Längeres gemeinsames Lernen gibt es in Hessen bereits. Wir haben integrierte Gesamtschulen, und wir haben auch solche, die sehr gut arbeiten und ihre Kinder fördern.Ich sage es immer wieder:Eine gute Schule lässt sich nicht an dem Etikett über dem Schuleingang festmachen, sondern daran,wie die Lehrer mitarbeiten,wie der Unterricht gehalten wird und wie erfolgreich die Schüler diese Schule verlassen. Wir sind für Vielfalt und nicht für Einfalt. Deshalb wollen wir gerne die Vielfalt im hessischen Schulsystem beibehalten.
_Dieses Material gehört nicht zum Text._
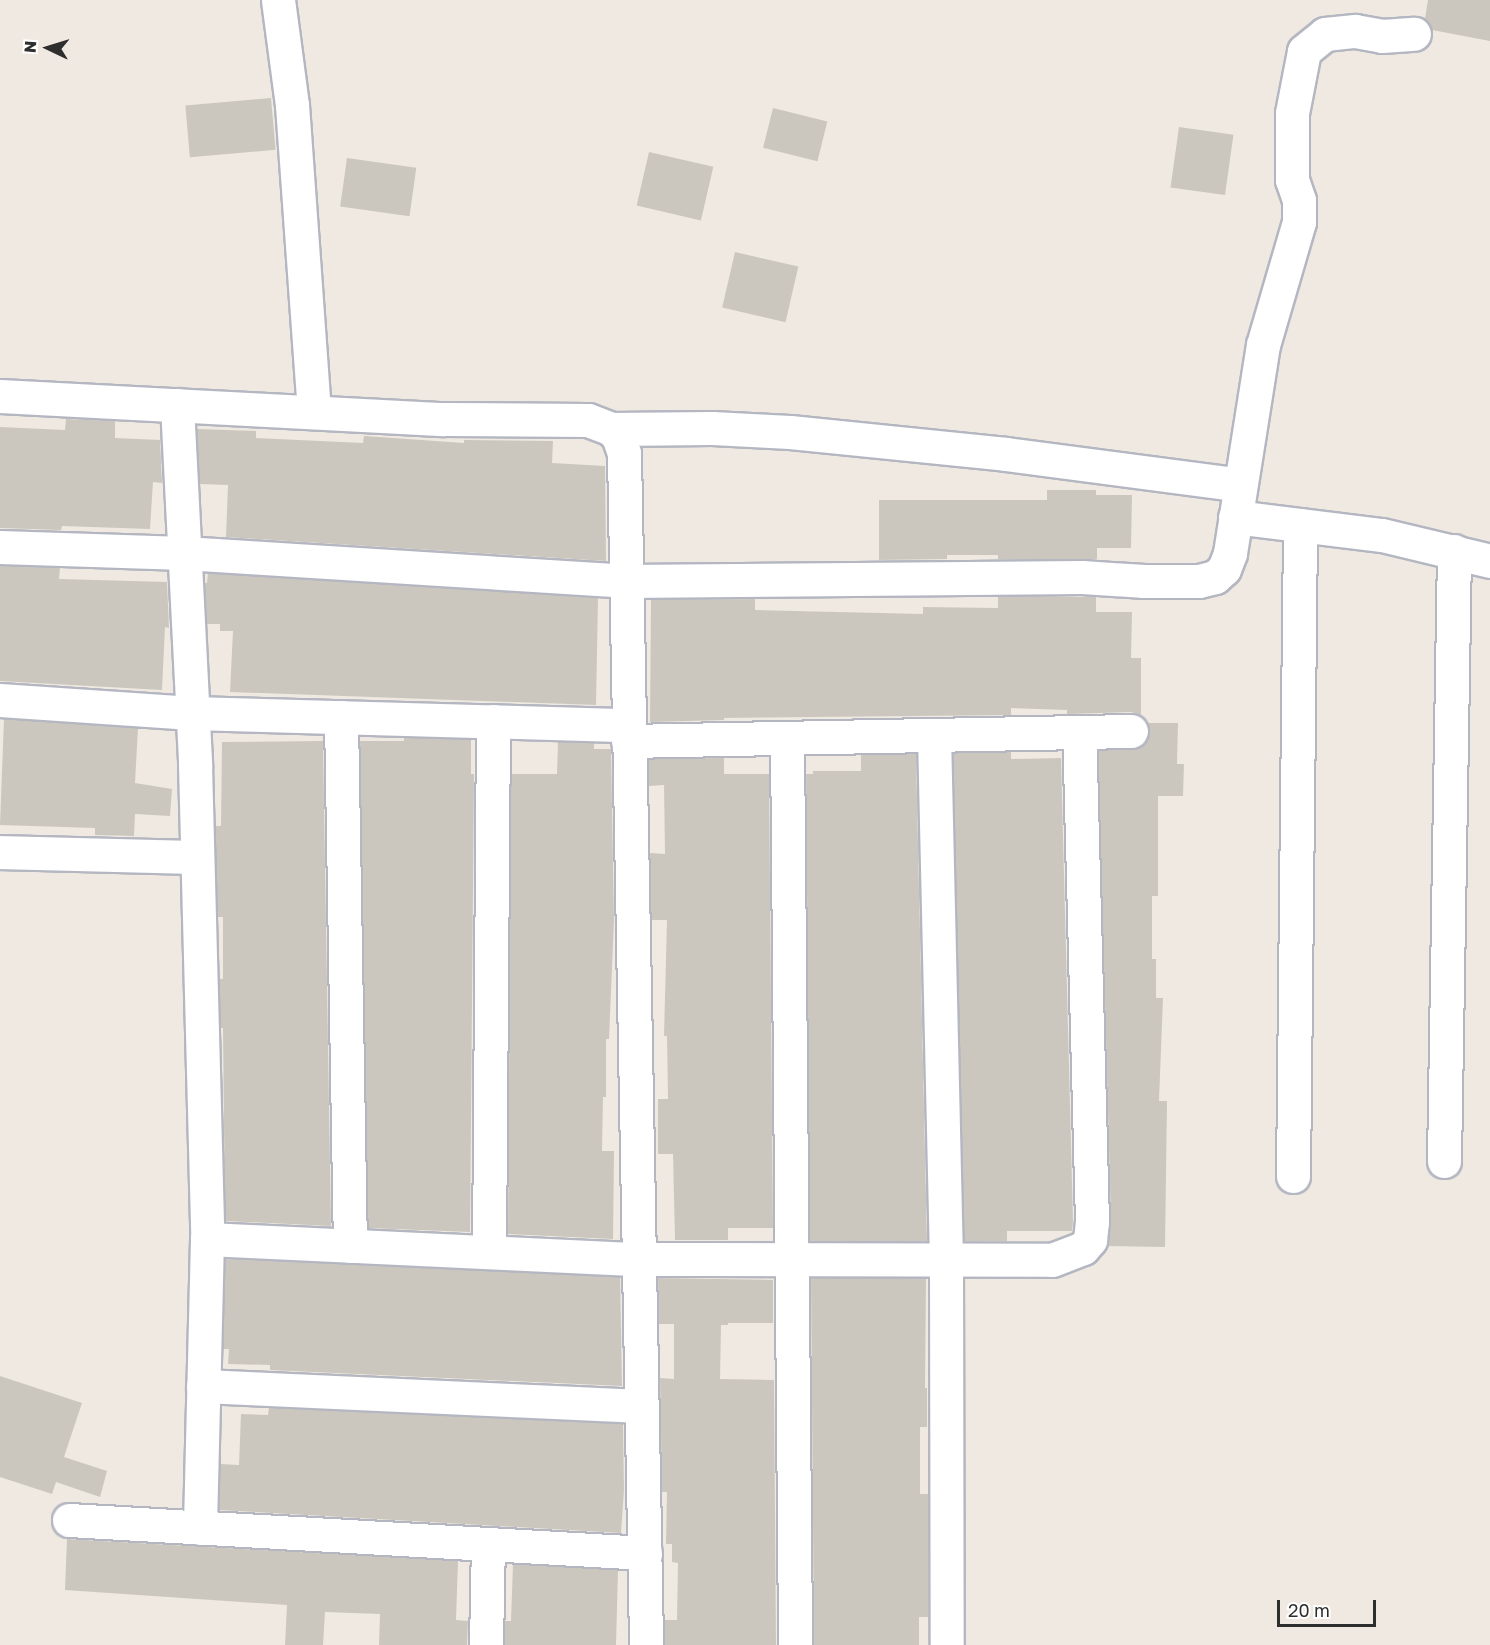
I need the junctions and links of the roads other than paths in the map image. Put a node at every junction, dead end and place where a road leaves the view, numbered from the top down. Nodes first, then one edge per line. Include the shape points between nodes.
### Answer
1 (278, 0) edge
2 (1414, 34) dead end
3 (0, 396) edge
4 (177, 405) junction
5 (314, 412) junction
6 (611, 429) junction
7 (1240, 485) junction
8 (1235, 517) junction
9 (1300, 525) junction
10 (0, 547) edge
11 (1454, 551) junction
12 (184, 553) junction
13 (1490, 561) edge
14 (625, 580) junction
15 (0, 700) edge
16 (192, 713) junction
17 (341, 717) junction
18 (493, 721) junction
19 (1131, 731) dead end
20 (1079, 732) junction
21 (628, 733) junction
22 (934, 735) junction
23 (787, 738) junction
24 (0, 852) edge
25 (197, 856) junction
26 (1444, 1161) dead end
27 (1293, 1176) dead end
28 (207, 1239) junction
29 (350, 1246) junction
30 (489, 1252) junction
31 (638, 1259) junction
32 (792, 1260) junction
33 (946, 1260) junction
34 (203, 1386) junction
35 (642, 1406) junction
36 (69, 1520) dead end
37 (200, 1528) junction
38 (488, 1545) junction
39 (645, 1553) junction
40 (486, 1645) edge
41 (646, 1645) edge
42 (795, 1645) edge
43 (947, 1645) edge

1 - 5 street via 292,105
2 - 7 street via 1325,34 1304,51 1292,113 1292,180 1299,200 1299,222 1263,345
3 - 4 street
4 - 5 street
4 - 12 street
5 - 6 street via 443,419 588,420
6 - 7 street via 790,432 1006,454
6 - 14 street via 624,453
7 - 8 street
8 - 9 street
8 - 14 street via 1224,569 1215,577 1199,581 1082,577
9 - 11 street via 1382,535
9 - 27 street
10 - 12 street
11 - 13 street
11 - 26 street
12 - 14 street
12 - 16 street
14 - 21 street
15 - 16 street
16 - 17 street
16 - 25 street
17 - 18 street
17 - 29 street
18 - 21 street
18 - 30 street
19 - 20 street
20 - 22 street
20 - 33 street via 1090,1240 1083,1248 1052,1260
21 - 23 street
21 - 31 street
22 - 23 street
22 - 33 street
23 - 32 street
24 - 25 street
25 - 28 street
28 - 29 street
28 - 34 street
29 - 30 street
30 - 31 street
31 - 32 street
31 - 35 street
32 - 33 street
32 - 42 street
33 - 43 street
34 - 35 street
34 - 37 street
35 - 39 street
36 - 37 street
37 - 38 street
38 - 39 street
38 - 40 street
39 - 41 street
(Beifall des Abg. Florian Rentsch (FDP))

Dass der Run aufs Gymnasium so groß ist und dass die Eltern schlichtweg Angst um den Bildungsgang ihrer Kinder haben, haben weder FDP noch CDU zu verantworten, sondern einzig und allein Rot und Grün. Denn Sie reden den Kindern permanent ein, dass man in diesem Schulsystem weder auf der Real- noch auf der Hauptschule irgendetwas werden kann, sondern dass das einzige Ziel im Leben eines Kindes das Abitur ist, das dann auch noch auf einem Gymnasium erreicht werden muss.

(Beifall bei der FDP)

Eine kurze Bemerkung zum Antrag zum Thema LUSD. Wir haben unseren Dringlichen Berichtsantrag leider unter Ausschluss der Öffentlichkeit im Ausschuss besprochen.Er ist – das habe ich da gesagt – sehr ausführlich und offen beantwortet worden. Auch die Nachfragen sind beantwortet worden. Trotzdem sage ich klipp und klar: Ich glaube nicht, dass der Kulturpolitische Ausschuss in der Lage ist, zu bewerten, wie diese Auftragsvergabe erfolgt ist und ob es machbar ist, dass man einen Rahmenvertrag schließt und sich aus diesem Rahmenvertrag weitere Aufträge in einer Größenordnung ergeben, die den Auftrag des Rahmenvertrages übersteigen. Ich denke, der Rechnungshof ist der richtige Ansprechpartner,um zu schauen, ob das so seine Richtigkeit hat.

(Beifall des Abg. Florian Rentsch (FDP))

Frau Kollegin Henzler, Ihre zehn Minuten sind um.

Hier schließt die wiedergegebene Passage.